▶ _The records_
• • • • • • •

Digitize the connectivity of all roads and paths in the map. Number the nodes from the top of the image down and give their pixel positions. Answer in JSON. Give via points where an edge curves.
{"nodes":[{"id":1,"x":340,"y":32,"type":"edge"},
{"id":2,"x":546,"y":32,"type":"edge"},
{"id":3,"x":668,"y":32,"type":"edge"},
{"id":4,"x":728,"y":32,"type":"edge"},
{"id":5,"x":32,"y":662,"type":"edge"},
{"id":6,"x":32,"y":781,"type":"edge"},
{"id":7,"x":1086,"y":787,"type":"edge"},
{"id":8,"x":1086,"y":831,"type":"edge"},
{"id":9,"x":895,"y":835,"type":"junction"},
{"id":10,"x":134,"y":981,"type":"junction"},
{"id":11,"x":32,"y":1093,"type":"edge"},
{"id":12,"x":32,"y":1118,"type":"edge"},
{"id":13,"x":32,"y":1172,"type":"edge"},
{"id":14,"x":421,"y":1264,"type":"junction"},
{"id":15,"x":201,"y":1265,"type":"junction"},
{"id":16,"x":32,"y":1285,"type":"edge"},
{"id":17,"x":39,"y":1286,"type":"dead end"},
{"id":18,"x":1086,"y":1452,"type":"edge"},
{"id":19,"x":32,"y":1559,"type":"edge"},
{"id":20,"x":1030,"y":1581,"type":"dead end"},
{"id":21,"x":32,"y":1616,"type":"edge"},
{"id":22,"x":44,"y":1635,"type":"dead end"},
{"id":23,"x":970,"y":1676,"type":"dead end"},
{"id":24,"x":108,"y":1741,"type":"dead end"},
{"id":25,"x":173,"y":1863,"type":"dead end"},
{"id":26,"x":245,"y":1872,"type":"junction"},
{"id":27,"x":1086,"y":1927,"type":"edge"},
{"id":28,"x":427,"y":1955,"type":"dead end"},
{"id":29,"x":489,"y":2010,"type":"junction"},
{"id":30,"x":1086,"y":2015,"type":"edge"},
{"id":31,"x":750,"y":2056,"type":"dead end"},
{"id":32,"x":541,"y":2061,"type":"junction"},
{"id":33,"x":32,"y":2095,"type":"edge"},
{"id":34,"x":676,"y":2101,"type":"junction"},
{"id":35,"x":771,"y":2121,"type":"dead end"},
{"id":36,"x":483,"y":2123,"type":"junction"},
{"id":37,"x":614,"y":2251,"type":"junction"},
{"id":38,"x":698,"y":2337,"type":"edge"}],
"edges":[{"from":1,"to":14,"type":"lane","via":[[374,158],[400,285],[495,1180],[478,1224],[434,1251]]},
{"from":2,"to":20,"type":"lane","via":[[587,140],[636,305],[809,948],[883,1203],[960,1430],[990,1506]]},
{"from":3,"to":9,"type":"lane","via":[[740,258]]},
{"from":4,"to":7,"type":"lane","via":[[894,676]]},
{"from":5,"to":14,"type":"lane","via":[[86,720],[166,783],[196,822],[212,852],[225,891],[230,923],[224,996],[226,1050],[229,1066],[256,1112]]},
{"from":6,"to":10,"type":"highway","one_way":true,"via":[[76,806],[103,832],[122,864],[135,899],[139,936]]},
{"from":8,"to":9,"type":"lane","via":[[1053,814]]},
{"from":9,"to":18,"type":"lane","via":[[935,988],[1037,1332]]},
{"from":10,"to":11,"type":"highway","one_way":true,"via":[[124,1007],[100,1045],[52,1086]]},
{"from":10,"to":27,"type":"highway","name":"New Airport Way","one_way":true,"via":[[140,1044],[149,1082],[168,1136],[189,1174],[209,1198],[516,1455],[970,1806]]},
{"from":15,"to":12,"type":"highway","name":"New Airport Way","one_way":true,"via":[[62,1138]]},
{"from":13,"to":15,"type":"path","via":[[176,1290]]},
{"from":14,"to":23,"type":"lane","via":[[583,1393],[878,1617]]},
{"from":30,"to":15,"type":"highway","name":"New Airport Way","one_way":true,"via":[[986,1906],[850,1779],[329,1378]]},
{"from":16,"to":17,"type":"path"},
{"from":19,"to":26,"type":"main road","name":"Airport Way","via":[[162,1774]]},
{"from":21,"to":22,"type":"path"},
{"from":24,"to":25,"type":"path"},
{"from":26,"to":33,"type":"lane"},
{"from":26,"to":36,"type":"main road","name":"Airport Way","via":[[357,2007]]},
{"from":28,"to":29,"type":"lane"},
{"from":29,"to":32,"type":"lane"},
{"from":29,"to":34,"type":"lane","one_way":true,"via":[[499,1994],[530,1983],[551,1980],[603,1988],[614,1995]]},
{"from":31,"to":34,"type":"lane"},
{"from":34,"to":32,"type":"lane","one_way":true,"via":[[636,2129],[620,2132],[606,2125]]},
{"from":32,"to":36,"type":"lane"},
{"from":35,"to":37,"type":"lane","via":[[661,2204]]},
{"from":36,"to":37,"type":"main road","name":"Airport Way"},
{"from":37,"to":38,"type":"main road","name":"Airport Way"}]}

• • • • • • •

▶ _What is being asked_
From the first line to the last, write out the data exactly.

▶ _Answer for this exercise_
Digitize the connectivity of all roads and paths in the map. Number the nodes from the top of the image down and give their pixel positions. Answer in JSON. Give via points where an edge curves.
{"nodes":[{"id":1,"x":340,"y":32,"type":"edge"},
{"id":2,"x":546,"y":32,"type":"edge"},
{"id":3,"x":668,"y":32,"type":"edge"},
{"id":4,"x":728,"y":32,"type":"edge"},
{"id":5,"x":32,"y":662,"type":"edge"},
{"id":6,"x":32,"y":781,"type":"edge"},
{"id":7,"x":1086,"y":787,"type":"edge"},
{"id":8,"x":1086,"y":831,"type":"edge"},
{"id":9,"x":895,"y":835,"type":"junction"},
{"id":10,"x":134,"y":981,"type":"junction"},
{"id":11,"x":32,"y":1093,"type":"edge"},
{"id":12,"x":32,"y":1118,"type":"edge"},
{"id":13,"x":32,"y":1172,"type":"edge"},
{"id":14,"x":421,"y":1264,"type":"junction"},
{"id":15,"x":201,"y":1265,"type":"junction"},
{"id":16,"x":32,"y":1285,"type":"edge"},
{"id":17,"x":39,"y":1286,"type":"dead end"},
{"id":18,"x":1086,"y":1452,"type":"edge"},
{"id":19,"x":32,"y":1559,"type":"edge"},
{"id":20,"x":1030,"y":1581,"type":"dead end"},
{"id":21,"x":32,"y":1616,"type":"edge"},
{"id":22,"x":44,"y":1635,"type":"dead end"},
{"id":23,"x":970,"y":1676,"type":"dead end"},
{"id":24,"x":108,"y":1741,"type":"dead end"},
{"id":25,"x":173,"y":1863,"type":"dead end"},
{"id":26,"x":245,"y":1872,"type":"junction"},
{"id":27,"x":1086,"y":1927,"type":"edge"},
{"id":28,"x":427,"y":1955,"type":"dead end"},
{"id":29,"x":489,"y":2010,"type":"junction"},
{"id":30,"x":1086,"y":2015,"type":"edge"},
{"id":31,"x":750,"y":2056,"type":"dead end"},
{"id":32,"x":541,"y":2061,"type":"junction"},
{"id":33,"x":32,"y":2095,"type":"edge"},
{"id":34,"x":676,"y":2101,"type":"junction"},
{"id":35,"x":771,"y":2121,"type":"dead end"},
{"id":36,"x":483,"y":2123,"type":"junction"},
{"id":37,"x":614,"y":2251,"type":"junction"},
{"id":38,"x":698,"y":2337,"type":"edge"}],
"edges":[{"from":1,"to":14,"type":"lane","via":[[374,158],[400,285],[495,1180],[478,1224],[434,1251]]},
{"from":2,"to":20,"type":"lane","via":[[587,140],[636,305],[809,948],[883,1203],[960,1430],[990,1506]]},
{"from":3,"to":9,"type":"lane","via":[[740,258]]},
{"from":4,"to":7,"type":"lane","via":[[894,676]]},
{"from":5,"to":14,"type":"lane","via":[[86,720],[166,783],[196,822],[212,852],[225,891],[230,923],[224,996],[226,1050],[229,1066],[256,1112]]},
{"from":6,"to":10,"type":"highway","one_way":true,"via":[[76,806],[103,832],[122,864],[135,899],[139,936]]},
{"from":8,"to":9,"type":"lane","via":[[1053,814]]},
{"from":9,"to":18,"type":"lane","via":[[935,988],[1037,1332]]},
{"from":10,"to":11,"type":"highway","one_way":true,"via":[[124,1007],[100,1045],[52,1086]]},
{"from":10,"to":27,"type":"highway","name":"New Airport Way","one_way":true,"via":[[140,1044],[149,1082],[168,1136],[189,1174],[209,1198],[516,1455],[970,1806]]},
{"from":15,"to":12,"type":"highway","name":"New Airport Way","one_way":true,"via":[[62,1138]]},
{"from":13,"to":15,"type":"path","via":[[176,1290]]},
{"from":14,"to":23,"type":"lane","via":[[583,1393],[878,1617]]},
{"from":30,"to":15,"type":"highway","name":"New Airport Way","one_way":true,"via":[[986,1906],[850,1779],[329,1378]]},
{"from":16,"to":17,"type":"path"},
{"from":19,"to":26,"type":"main road","name":"Airport Way","via":[[162,1774]]},
{"from":21,"to":22,"type":"path"},
{"from":24,"to":25,"type":"path"},
{"from":26,"to":33,"type":"lane"},
{"from":26,"to":36,"type":"main road","name":"Airport Way","via":[[357,2007]]},
{"from":28,"to":29,"type":"lane"},
{"from":29,"to":32,"type":"lane"},
{"from":29,"to":34,"type":"lane","one_way":true,"via":[[499,1994],[530,1983],[551,1980],[603,1988],[614,1995]]},
{"from":31,"to":34,"type":"lane"},
{"from":34,"to":32,"type":"lane","one_way":true,"via":[[636,2129],[620,2132],[606,2125]]},
{"from":32,"to":36,"type":"lane"},
{"from":35,"to":37,"type":"lane","via":[[661,2204]]},
{"from":36,"to":37,"type":"main road","name":"Airport Way"},
{"from":37,"to":38,"type":"main road","name":"Airport Way"}]}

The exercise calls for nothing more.